Grade: Many of our certificate candidates majored in another area of ​​their undergraduate program, but always wanted to “do graphic design.” Most of them have work experience in business, marketing or even biology. They are looking for a career change and want to immerse themselves in graphic design. We try to introduce them to the culture of graphic design. We talk about what studios look like and how they work. We give them concrete projects. We do this as part of a fine arts college that encourages them to be more divergent in how they think about graphic design as an independent field.

Grade: Absoutely. I certainly am. Some of us work for clients. Others are editors or curators. Some of us work in more esoteric places and others work in customer-focused roles that help sell products or ideas. There is a practical side to graphic design that no matter what we do, we communicate to a large audience.

Grade: I’ve worked in the Boston area since the late 1990s and have seen huge growth here in the tech industry using graphic design. There are more opportunities in Boston to chart your own course. There are places here that will respect you and your individual vision. You don’t need to stand in line here and work in a big company with a certain point of view. You can be a visionary, not just a worker. In my experience, you can associate with people and do new things. Many international companies have their headquarters there. I have a resources page on my website that lists all of the companies and studios in Boston that have hired BU grads or are friends of mine. If you want to go to New York, great. There are tons of opportunities here and in New York. I guess I’m a homer. I’m from Rhode Island. There is room to breathe here.

“I just took people to the studios last week and they were blown away.”

Grade: I took a few people to the studios last week and they were blown away. The facilities were a big draw for me to come to BU to teach. When I first saw graduate studios, I could imagine myself here. I think that is also true for our students. They can really imagine themselves here. This isn’t a dark basement studio where you just sort things out. Here, you enjoy the space in which you work. I think that’s extremely important. This is (the workspace) is also the graphic design.

“In academia, we’re told you can’t cross borders, but I was able to do that easily here. There are so many opportunities for collaboration between design and technology here.

Grade: I came here with an interdisciplinary career. I like the university because its graphic design department is part of a school of visual arts, itself within the college of fine arts that sits alongside all of these other amazing colleges. In academia we are told that you can’t cross borders, but I was able to do that easily here. There are so many opportunities for collaboration between design and technology here. I work with BU Spark! (BU technology incubator and experimental learning lab) where I co-teach design scholarship. BU Sparkle! is less about bringing a product to market and more about bringing together designers and developers who share their curiosity about how to solve a certain problem. I also have a partnership with the BU School of Theater where we are working on an immersive experience for a theater production where we use projection and motion tracking as a set. This project involves graphic designers, computer scientists and theater students, all working together seamlessly.
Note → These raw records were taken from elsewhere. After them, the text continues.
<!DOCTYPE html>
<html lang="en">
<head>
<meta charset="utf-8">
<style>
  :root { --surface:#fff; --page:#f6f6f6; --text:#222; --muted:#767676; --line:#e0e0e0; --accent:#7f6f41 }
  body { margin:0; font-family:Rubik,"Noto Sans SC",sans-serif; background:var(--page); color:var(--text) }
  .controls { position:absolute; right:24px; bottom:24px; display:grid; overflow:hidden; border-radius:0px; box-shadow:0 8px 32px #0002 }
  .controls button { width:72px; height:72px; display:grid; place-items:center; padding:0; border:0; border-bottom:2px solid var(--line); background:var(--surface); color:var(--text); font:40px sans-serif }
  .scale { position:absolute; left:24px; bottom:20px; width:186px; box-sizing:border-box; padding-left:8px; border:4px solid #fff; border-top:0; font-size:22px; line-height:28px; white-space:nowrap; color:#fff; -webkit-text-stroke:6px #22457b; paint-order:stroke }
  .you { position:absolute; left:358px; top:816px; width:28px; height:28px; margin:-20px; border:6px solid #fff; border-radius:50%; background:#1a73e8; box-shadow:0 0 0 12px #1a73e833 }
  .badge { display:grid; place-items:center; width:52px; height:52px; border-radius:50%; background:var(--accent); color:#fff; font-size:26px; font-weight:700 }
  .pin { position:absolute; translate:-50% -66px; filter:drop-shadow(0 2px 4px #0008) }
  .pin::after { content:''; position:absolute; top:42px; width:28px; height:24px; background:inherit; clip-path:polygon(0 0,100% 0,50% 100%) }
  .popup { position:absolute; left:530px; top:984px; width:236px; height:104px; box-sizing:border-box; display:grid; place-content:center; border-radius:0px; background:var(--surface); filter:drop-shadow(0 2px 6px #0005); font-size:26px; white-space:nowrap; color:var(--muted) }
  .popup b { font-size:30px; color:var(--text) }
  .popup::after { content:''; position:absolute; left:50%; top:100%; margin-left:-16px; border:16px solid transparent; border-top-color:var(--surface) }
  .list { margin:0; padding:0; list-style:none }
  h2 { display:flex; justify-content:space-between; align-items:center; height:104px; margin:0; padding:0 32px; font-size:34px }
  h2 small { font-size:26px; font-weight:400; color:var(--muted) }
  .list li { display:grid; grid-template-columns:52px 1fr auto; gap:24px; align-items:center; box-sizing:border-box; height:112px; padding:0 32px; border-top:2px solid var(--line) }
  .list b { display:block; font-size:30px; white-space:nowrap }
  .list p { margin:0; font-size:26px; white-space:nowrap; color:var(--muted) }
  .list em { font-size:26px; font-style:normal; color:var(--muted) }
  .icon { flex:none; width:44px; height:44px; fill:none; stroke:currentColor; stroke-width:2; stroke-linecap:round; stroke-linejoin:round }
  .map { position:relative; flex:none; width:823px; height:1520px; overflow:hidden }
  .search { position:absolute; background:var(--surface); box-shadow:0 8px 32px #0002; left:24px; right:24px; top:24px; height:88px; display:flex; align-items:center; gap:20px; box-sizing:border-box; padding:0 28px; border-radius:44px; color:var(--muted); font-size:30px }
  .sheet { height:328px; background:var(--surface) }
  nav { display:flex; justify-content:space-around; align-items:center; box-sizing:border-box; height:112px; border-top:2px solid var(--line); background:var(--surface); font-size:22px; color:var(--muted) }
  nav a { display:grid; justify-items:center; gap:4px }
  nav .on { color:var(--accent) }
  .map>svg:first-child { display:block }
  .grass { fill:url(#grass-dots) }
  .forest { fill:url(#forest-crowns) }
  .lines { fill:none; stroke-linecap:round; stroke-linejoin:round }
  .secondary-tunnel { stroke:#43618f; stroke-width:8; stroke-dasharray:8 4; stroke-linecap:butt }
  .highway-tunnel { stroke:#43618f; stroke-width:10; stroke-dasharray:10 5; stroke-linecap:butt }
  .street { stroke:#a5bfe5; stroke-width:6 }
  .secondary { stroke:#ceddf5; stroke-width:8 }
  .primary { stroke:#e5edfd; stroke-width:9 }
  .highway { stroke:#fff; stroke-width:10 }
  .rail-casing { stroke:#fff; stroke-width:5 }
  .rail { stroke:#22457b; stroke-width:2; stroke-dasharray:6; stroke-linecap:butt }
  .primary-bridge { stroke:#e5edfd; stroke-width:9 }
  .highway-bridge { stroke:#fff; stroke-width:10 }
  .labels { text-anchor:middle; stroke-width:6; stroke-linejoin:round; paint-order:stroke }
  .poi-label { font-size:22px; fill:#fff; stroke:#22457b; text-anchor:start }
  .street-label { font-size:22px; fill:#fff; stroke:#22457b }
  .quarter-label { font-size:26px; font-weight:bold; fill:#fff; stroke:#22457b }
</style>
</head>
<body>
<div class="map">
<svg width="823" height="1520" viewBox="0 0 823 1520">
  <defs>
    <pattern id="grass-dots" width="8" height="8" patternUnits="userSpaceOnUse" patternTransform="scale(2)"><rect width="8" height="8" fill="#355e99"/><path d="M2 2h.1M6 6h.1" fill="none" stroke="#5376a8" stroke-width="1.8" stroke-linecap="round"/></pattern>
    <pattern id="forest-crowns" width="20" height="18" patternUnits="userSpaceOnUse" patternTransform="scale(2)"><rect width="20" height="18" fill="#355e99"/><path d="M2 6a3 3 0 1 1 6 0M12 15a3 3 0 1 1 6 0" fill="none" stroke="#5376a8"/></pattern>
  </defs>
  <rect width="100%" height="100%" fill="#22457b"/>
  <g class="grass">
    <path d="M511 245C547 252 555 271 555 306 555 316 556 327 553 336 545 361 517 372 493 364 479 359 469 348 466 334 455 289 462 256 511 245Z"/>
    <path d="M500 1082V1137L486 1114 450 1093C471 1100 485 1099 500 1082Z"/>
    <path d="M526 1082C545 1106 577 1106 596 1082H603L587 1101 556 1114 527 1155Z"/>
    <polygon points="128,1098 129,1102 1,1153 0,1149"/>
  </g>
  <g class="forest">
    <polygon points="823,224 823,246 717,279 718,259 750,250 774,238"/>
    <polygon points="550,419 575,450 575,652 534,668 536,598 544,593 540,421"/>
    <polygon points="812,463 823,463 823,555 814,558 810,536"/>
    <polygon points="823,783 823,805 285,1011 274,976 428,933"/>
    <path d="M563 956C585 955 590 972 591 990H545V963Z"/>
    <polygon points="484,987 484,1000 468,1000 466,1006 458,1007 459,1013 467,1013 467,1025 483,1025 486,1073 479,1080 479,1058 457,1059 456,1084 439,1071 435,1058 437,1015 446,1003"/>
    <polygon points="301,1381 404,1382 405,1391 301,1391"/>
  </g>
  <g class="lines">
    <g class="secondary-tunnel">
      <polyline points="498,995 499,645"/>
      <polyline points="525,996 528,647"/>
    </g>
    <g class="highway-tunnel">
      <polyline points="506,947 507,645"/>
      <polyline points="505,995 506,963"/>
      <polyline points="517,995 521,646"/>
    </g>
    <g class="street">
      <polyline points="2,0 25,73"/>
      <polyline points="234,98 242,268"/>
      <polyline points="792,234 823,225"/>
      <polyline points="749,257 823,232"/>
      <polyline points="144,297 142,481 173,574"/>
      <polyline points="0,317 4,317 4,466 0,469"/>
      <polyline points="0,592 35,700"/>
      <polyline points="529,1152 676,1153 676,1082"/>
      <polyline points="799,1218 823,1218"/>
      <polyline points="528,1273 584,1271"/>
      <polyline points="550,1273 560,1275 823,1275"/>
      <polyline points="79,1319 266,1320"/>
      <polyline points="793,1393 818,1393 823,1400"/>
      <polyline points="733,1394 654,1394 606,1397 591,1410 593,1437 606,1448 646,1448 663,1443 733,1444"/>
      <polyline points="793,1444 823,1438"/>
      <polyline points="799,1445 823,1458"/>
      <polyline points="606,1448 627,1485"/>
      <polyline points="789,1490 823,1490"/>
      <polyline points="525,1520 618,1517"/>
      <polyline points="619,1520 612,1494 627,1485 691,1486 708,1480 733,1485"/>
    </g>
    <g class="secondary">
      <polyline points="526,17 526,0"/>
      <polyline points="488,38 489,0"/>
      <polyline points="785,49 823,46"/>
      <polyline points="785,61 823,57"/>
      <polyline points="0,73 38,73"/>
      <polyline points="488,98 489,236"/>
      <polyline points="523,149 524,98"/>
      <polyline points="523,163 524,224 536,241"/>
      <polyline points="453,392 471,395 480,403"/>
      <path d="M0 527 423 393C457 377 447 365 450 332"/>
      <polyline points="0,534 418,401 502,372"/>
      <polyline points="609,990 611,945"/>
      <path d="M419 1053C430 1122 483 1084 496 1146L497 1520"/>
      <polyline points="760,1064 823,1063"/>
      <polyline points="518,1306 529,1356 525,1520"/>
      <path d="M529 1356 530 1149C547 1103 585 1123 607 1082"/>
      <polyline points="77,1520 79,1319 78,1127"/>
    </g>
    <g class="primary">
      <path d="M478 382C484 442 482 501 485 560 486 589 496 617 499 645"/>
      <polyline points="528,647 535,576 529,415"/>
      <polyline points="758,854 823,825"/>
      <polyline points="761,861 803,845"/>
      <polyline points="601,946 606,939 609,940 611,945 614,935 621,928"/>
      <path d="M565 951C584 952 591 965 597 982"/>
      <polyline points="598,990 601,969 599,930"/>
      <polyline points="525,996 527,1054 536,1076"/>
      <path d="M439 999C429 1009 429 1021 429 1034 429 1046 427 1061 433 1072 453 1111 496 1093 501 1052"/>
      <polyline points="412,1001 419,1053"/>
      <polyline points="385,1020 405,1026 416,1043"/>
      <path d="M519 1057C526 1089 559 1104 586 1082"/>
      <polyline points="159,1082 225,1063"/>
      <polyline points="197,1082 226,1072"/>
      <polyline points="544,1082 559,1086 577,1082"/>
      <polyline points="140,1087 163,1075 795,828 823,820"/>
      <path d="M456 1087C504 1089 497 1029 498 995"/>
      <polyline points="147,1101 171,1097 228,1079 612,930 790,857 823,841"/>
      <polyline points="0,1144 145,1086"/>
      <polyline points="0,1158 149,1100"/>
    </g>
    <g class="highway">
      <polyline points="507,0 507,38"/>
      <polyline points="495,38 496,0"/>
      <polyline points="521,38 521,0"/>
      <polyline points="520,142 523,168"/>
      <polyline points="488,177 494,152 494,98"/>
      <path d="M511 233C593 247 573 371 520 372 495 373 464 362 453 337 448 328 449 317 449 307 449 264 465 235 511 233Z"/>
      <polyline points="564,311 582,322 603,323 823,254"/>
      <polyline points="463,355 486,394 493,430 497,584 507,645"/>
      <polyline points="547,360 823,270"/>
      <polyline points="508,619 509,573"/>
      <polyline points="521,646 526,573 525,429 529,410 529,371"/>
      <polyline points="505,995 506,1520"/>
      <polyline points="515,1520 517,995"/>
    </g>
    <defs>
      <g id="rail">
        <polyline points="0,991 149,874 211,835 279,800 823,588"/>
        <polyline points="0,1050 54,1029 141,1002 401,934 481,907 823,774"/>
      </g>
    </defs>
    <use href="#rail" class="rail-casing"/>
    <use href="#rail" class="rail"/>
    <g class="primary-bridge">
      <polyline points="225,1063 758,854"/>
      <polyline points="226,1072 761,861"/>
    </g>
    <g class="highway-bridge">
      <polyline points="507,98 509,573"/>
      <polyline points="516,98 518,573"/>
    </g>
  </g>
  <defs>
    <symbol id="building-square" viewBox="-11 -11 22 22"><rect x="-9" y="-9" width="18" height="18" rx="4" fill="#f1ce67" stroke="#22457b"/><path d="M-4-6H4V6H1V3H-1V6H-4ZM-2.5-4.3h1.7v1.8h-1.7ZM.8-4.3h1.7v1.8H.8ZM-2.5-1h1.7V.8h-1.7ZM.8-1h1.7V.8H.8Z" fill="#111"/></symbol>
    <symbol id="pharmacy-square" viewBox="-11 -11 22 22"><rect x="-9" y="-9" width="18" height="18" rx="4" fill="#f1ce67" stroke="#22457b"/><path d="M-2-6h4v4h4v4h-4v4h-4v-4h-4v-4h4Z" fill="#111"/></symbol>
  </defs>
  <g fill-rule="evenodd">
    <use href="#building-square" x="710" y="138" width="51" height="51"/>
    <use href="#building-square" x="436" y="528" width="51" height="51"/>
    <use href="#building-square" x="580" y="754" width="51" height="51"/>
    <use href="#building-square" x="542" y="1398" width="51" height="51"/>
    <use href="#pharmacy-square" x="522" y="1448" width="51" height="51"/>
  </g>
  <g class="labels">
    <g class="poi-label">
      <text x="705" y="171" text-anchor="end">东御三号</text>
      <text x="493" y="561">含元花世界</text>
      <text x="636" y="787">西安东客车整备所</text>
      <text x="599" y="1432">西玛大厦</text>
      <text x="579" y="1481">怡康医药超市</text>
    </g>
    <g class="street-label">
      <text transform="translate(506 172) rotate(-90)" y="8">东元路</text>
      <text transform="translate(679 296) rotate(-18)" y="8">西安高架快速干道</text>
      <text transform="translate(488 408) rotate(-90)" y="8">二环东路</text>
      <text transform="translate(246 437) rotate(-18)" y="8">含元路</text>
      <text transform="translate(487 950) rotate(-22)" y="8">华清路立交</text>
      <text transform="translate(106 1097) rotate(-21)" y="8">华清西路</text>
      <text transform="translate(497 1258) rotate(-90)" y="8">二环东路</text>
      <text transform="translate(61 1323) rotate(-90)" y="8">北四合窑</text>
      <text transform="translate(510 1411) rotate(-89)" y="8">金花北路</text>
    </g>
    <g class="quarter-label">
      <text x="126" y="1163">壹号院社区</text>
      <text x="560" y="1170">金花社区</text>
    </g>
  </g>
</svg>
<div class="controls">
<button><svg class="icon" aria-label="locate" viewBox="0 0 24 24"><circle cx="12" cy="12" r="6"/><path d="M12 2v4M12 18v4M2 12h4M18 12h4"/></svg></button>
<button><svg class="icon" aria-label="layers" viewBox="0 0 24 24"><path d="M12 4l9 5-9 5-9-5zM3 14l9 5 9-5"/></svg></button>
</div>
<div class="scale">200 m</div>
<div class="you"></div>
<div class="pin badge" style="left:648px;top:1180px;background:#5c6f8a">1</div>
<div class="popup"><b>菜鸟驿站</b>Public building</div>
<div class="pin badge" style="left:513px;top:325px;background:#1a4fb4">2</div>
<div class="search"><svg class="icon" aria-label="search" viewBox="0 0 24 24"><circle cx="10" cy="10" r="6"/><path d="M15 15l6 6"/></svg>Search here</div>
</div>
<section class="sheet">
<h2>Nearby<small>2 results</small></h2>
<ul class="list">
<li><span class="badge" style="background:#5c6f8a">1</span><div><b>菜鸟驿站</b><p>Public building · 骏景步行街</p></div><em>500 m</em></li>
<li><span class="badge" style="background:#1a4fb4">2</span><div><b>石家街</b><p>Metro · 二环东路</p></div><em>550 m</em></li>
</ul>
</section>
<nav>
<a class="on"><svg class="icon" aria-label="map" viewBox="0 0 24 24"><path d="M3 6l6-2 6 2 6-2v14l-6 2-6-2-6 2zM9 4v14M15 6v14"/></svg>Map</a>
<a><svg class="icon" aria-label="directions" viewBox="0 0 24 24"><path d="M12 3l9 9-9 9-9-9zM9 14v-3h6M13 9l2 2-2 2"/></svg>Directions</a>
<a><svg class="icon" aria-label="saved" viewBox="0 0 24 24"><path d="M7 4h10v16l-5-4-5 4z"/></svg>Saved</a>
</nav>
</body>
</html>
It’s hard work but really fun. It’s about finding the right people to work together, regardless of department or university. I’m very pragmatic but I also have a wide range of interests and BU gives me that range to explore them and I want students to have that too. I ask students, “Is there anything on the medical campus that interests you?” Or, do you want to work in film at COM (BU College of Communication)? All of these things are possible at BU. We figure out what excites a student the most and help make it happen.